(Stored items)
- - - - -

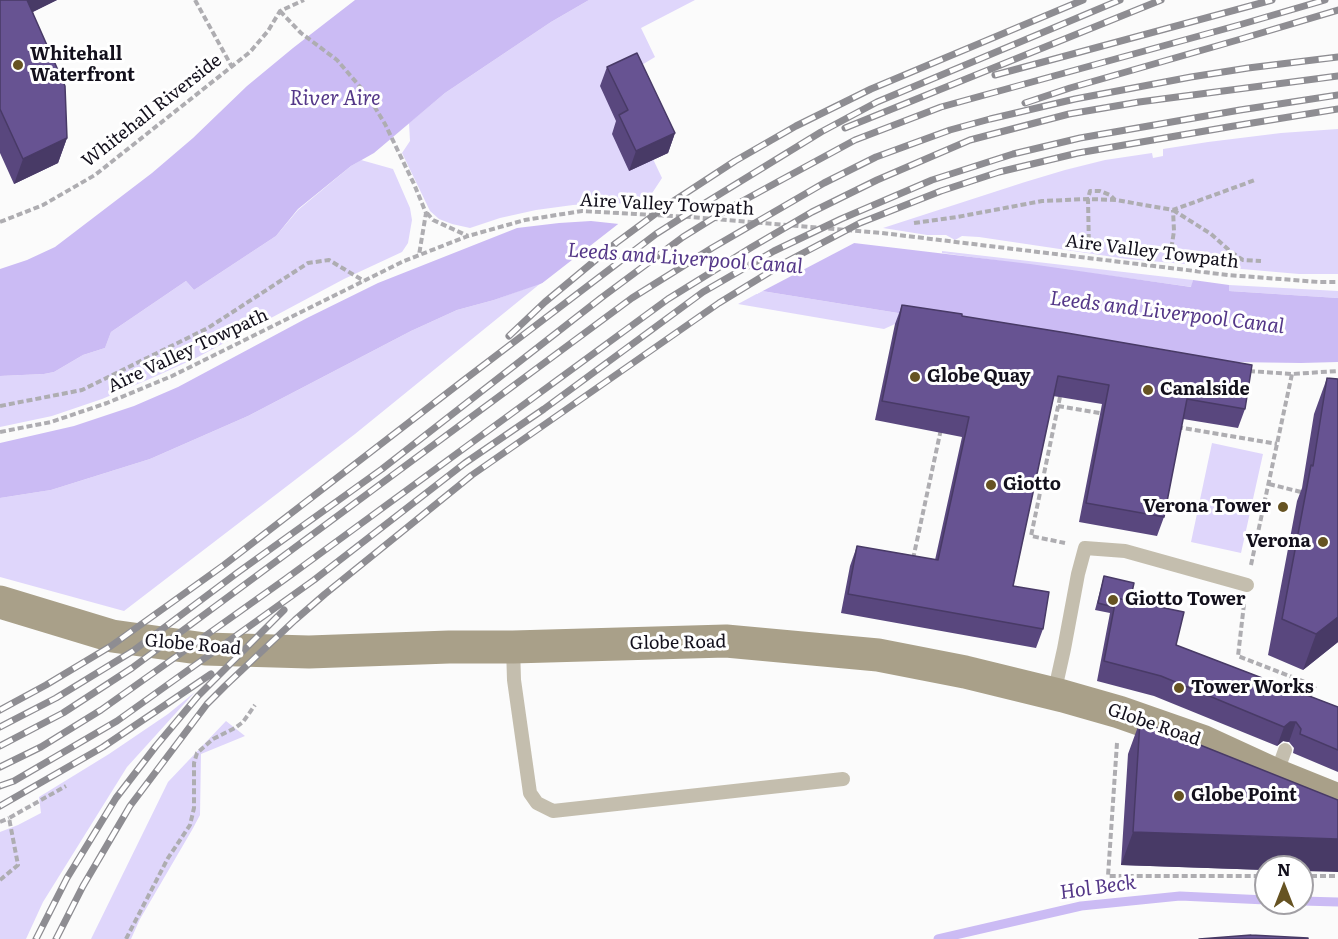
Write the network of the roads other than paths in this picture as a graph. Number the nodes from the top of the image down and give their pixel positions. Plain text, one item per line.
1 (1247, 585) road end
2 (0, 602) edge
3 (513, 646) junction
4 (1054, 694) junction
5 (843, 779) dead end
6 (1338, 800) edge

1 - 4 lane
2 - 3 street, Globe Road
3 - 4 street, Globe Road
3 - 5 lane
4 - 6 street, Globe Road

- - - - -

◆ What to do
Return every line shown above without changing a word, and skip the pictures.

◆ Task answer
Write the network of the roads other than paths in this picture as a graph. Number the nodes from the top of the image down and give their pixel positions. Plain text, one item per line.
1 (1247, 585) road end
2 (0, 602) edge
3 (513, 646) junction
4 (1054, 694) junction
5 (843, 779) dead end
6 (1338, 800) edge

1 - 4 lane
2 - 3 street, Globe Road
3 - 4 street, Globe Road
3 - 5 lane
4 - 6 street, Globe Road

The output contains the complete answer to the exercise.